Question

How do you solve $\dfrac{1}{8}x + \dfrac{3}{2} = \dfrac{3}{4}x - 1$?

Answer 1

Hint: In this question we have to solve the equation for$x$, the given equation is a linear equation as the degree of the highest exponent of $x$ is equal to 1. To solve the equation first open the brackets then take all $x$ terms to one side and all constants to the others side and solve for required $x$.
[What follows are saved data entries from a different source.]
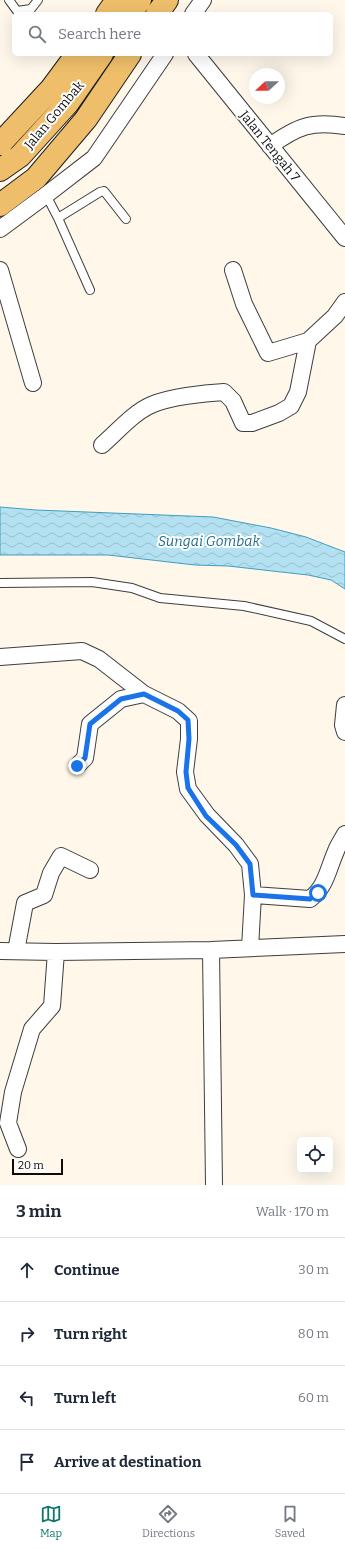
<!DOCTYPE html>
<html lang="en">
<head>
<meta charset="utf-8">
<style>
	body { margin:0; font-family:Bitter,serif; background:#f2f2f3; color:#1f2937 }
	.controls { position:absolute; right:12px; bottom:12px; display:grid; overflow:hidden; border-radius:6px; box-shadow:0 4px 16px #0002 }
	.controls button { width:36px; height:36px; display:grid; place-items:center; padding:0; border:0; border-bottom:1px solid #e0e1e3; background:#fff; color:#1f2937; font:20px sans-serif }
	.compass { position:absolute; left:249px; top:68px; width:36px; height:36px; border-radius:50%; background:#fff; box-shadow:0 4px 16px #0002; rotate:249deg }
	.scale { position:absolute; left:12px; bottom:10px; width:51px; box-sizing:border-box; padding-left:4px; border:2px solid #0b0b0b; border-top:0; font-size:11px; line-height:14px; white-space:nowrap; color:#0b0b0b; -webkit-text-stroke:3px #fff; paint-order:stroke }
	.stop { position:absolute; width:12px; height:12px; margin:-9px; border:3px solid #1a73e8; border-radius:50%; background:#fff }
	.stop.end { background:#1a73e8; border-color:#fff; box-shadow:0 1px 4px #0008 }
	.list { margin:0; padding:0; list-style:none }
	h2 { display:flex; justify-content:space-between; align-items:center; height:52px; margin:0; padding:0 16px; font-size:17px }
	h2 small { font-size:13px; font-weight:400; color:#747a83 }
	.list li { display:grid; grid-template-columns:26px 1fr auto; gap:12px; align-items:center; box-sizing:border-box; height:64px; padding:0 16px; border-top:1px solid #e0e1e3 }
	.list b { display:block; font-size:15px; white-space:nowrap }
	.list em { font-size:13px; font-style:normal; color:#747a83 }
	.icon { flex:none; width:22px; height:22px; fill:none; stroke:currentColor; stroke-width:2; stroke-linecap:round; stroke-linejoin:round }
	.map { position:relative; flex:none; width:345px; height:1185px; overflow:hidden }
	.search { position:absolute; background:#fff; box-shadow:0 4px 16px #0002; left:12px; right:12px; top:12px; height:44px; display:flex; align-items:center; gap:10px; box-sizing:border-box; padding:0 14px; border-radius:6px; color:#747a83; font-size:15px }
	.sheet { height:308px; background:#fff }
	nav { display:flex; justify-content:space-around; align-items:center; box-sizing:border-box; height:56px; border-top:1px solid #e0e1e3; background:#fff; font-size:11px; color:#747a83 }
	nav a { display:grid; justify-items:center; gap:2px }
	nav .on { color:#0f766e }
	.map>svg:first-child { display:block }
	.water { fill:url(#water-waves); stroke:#3f9ec2 }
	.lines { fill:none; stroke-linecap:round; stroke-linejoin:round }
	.service-casing { stroke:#3e3e3e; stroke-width:10 }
	.minor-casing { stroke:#3e3e3e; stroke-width:18 }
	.primary-casing { stroke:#1c1c1c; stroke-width:24 }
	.service { stroke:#fff; stroke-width:8 }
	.minor { stroke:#fff; stroke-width:16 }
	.primary { stroke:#eebe6a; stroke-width:22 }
	.route { stroke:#1a73e8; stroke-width:5 }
	.labels { text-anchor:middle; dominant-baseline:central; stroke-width:4; stroke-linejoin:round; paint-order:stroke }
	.street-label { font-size:13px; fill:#0b0b0b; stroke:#fff }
	.water-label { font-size:14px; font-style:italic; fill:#1f6e92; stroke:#fff }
</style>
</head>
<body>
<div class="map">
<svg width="345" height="1185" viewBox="0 0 345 1185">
	<defs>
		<pattern id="water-waves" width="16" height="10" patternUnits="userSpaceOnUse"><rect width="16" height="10" fill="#b3e1f1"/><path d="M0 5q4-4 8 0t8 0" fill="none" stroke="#99c0cd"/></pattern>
	</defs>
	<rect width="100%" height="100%" fill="#fef7ea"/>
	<!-- water -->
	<path class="water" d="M 0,507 L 36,510 L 213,517 L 271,528 L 306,537 L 345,552 L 345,589 L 331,580 L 308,575 L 228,566 L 195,565 L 108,555 L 0,555 Z"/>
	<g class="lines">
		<!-- service casing -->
		<g class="service-casing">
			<path id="service" d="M 9,0 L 17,11 L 31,9 L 38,0
				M 46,195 L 58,218 L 90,290
				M 58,218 L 100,192 L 104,191 L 126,219
				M 0,583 L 92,582 L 132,588 L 160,598 L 244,606 L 311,621 L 345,639"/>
		</g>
		<!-- minor casing -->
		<g class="minor-casing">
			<path id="minor" d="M 193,14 L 203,0
				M 196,54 L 345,238
				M 270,146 C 298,126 311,121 345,126
				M 0,229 L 46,195 L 94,158 L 165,54
				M 0,270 L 33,383
				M 233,270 L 244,304 L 268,353 L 308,341
				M 102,445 C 117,432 133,413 151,405 C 169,397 204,393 224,392 L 233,401 L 243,423 L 252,423 L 279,413 L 291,406 L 298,392 L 308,341 L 335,316 L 345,302
				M 0,657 L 82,651 L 99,659 L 144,694 L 178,711 L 189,721 L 189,739 L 185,772 L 188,789 L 207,815 L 236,845 L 250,864 L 253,895 L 250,948
				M 345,705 L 343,725 L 345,732
				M 77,766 L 85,758 L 90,724 L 121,699 L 144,694
				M 253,895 L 310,899 C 326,887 328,869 336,851 C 338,845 342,840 345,834
				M 211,950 L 214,1185
				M 0,951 L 56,952 L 211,950 L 345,944
				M 16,951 L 25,903 L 44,895 L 51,873 L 61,856 L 90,870
				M 18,1149 L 8,1123 L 13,1092 L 32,1029 L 52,1006 L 56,952"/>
		</g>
		<!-- primary casing -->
		<g class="primary-casing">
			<path id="primary" d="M 107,14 L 117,0
				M 130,14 L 140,0
				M 157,14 L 167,0
				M 0,144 L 51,89 L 77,54
				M 0,170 L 20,156 L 68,103 L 102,54
				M 0,205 L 36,178 L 86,119 L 130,54"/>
		</g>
		<!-- service -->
		<use href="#service" class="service"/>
		<!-- minor -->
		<use href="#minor" class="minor"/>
		<!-- primary -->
		<use href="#primary" class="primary"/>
	</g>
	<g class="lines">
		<!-- route -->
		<path class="route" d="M 77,766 L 85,758 L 90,724 L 121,699 L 144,694 L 178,711 L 188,720 L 189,739 L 186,772 L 188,788 L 206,816 L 236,845 L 250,864 L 253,895 L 310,899 L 318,893"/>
	</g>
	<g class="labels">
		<!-- street labels -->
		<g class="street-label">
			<text transform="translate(54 115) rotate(-50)">Jalan Gombak</text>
			<text transform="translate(270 146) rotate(51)">Jalan Tengah 7</text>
		</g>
		<!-- water labels -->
		<g class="water-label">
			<text x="209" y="541">Sungai Gombak</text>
		</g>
	</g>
</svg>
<div class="controls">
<button><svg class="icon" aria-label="locate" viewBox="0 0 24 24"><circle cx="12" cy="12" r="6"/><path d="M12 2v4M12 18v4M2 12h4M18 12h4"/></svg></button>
</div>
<svg class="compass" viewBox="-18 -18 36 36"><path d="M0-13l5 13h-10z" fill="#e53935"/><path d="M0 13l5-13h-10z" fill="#747a83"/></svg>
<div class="scale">20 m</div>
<div class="stop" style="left:318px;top:893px"></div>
<div class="stop end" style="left:77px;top:766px"></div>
<div class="search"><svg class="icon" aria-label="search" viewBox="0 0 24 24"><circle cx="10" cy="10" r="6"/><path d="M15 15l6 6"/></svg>Search here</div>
</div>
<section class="sheet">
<h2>3 min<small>Walk · 170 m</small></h2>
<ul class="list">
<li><svg class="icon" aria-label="ahead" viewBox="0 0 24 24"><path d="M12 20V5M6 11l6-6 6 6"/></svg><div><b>Continue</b></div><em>30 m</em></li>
<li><svg class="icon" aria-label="right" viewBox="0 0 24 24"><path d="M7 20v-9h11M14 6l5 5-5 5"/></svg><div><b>Turn right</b></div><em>80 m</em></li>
<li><svg class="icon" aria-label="left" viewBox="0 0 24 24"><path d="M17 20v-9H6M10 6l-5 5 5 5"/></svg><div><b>Turn left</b></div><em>60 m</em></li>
<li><svg class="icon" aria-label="arrive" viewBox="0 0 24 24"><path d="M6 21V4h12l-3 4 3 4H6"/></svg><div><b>Arrive at destination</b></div></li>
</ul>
</section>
<nav>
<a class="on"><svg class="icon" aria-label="map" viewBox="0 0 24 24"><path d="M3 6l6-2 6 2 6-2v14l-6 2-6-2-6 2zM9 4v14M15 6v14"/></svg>Map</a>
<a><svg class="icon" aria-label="directions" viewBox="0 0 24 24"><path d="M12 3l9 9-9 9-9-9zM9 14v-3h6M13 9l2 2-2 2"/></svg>Directions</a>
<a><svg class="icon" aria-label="saved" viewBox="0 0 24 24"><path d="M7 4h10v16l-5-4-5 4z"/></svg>Saved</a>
</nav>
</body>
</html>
Complete step by step answer:
Given equation is $\dfrac{1}{8}x + \dfrac{3}{2} = \dfrac{3}{4}x - 1$, and we have to solve for$x$,
Now subtract $\dfrac{3}{2}$ from both sides of the equation, we get,
$ \Rightarrow \dfrac{1}{8}x + \dfrac{3}{2} - \dfrac{3}{2} = \dfrac{3}{4}x - 1 - \dfrac{3}{2}$,
Now simplifying by eliminating the like terms, we get,
$ \Rightarrow \dfrac{1}{8}x = \dfrac{3}{4}x - \left( {\dfrac{{2 + 3}}{2}} \right)$,
Now simplifying we get,
$ \Rightarrow \dfrac{1}{8}x = \dfrac{3}{4}x - \dfrac{5}{2}$
Now subtract $\dfrac{3}{4}x$ to both sides of the equation we get,
$ \Rightarrow \dfrac{1}{8}x - \dfrac{3}{4}x = \dfrac{3}{4}x - \dfrac{3}{4}x - \dfrac{5}{2}$,
Now simplifying by L.C.M on the left hand sidewe get,
$ \Rightarrow \dfrac{1}{8}x - \dfrac{{3 \times 2}}{{4 \times 2}}x = - \dfrac{5}{2}$,
Now simplifying we get,
$ \Rightarrow \dfrac{1}{8}x - \dfrac{6}{8}x = - \dfrac{5}{2}$,
Now as denominators are equal simplify the expression,
$ \Rightarrow \left( {\dfrac{{1 - 6}}{8}} \right)x = - \dfrac{5}{2}$,
Now simplifying we get,
$ \Rightarrow - \dfrac{5}{8}x = - \dfrac{5}{2}$,
Now divide both sides with -5 we get,
$ \Rightarrow \dfrac{{ - \dfrac{5}{8}x}}{{ - 5}} = \dfrac{{ - \dfrac{5}{2}}}{{ - 5}}$,
Now simplifying we get,
$ \Rightarrow \dfrac{1}{8}x = \dfrac{1}{2}$,
Now multiply both sides with 8 we get,
$ \Rightarrow \dfrac{1}{8}x \times 8 = \dfrac{1}{2} \times 8$,
Now simplifying we get,
$ \Rightarrow x = 4$
So the value of $x$ will be 4, i.e., when we substitute the value of $x$ in the equation $\dfrac{1}{8}x + \dfrac{3}{2} = \dfrac{3}{4}x - 1$, then right hand side of the equation will be equal to left hand side of the equation, we get,
$ \Rightarrow \dfrac{1}{8}x + \dfrac{3}{2} = \dfrac{3}{4}x - 1$,
Now substitute $x = 4$, we get,
$ \Rightarrow \dfrac{1}{8}\left( 4 \right) + \dfrac{3}{2} = \dfrac{3}{4}\left( 4 \right) - 1$,
Now simplifying we get,
$ \Rightarrow \dfrac{1}{2} + \dfrac{3}{2} = 3 - 1$ ,
Further simplifying we get,
$ \Rightarrow \dfrac{1}{2} + \dfrac{3}{2} = 3 - 1$,
Now multiplying we get,
$ \Rightarrow \dfrac{{3 + 1}}{2} = 2$,
Now simplifying we get,
$ \Rightarrow \dfrac{4}{2} = 2$,
Now simplifying we get,
$ \Rightarrow 2 = 2$,
Therefore here R.H.S=L.H.S.

So, the value of $x$ is $4$.

Note: A linear equation is an equation of a straight line having a maximum of one variable. The degree of the variable will be equal to 1. To solve any equation in one variable, pit all the variable terms on the left hand side and all the numerical values on the right hand side to make the calculation solved easily.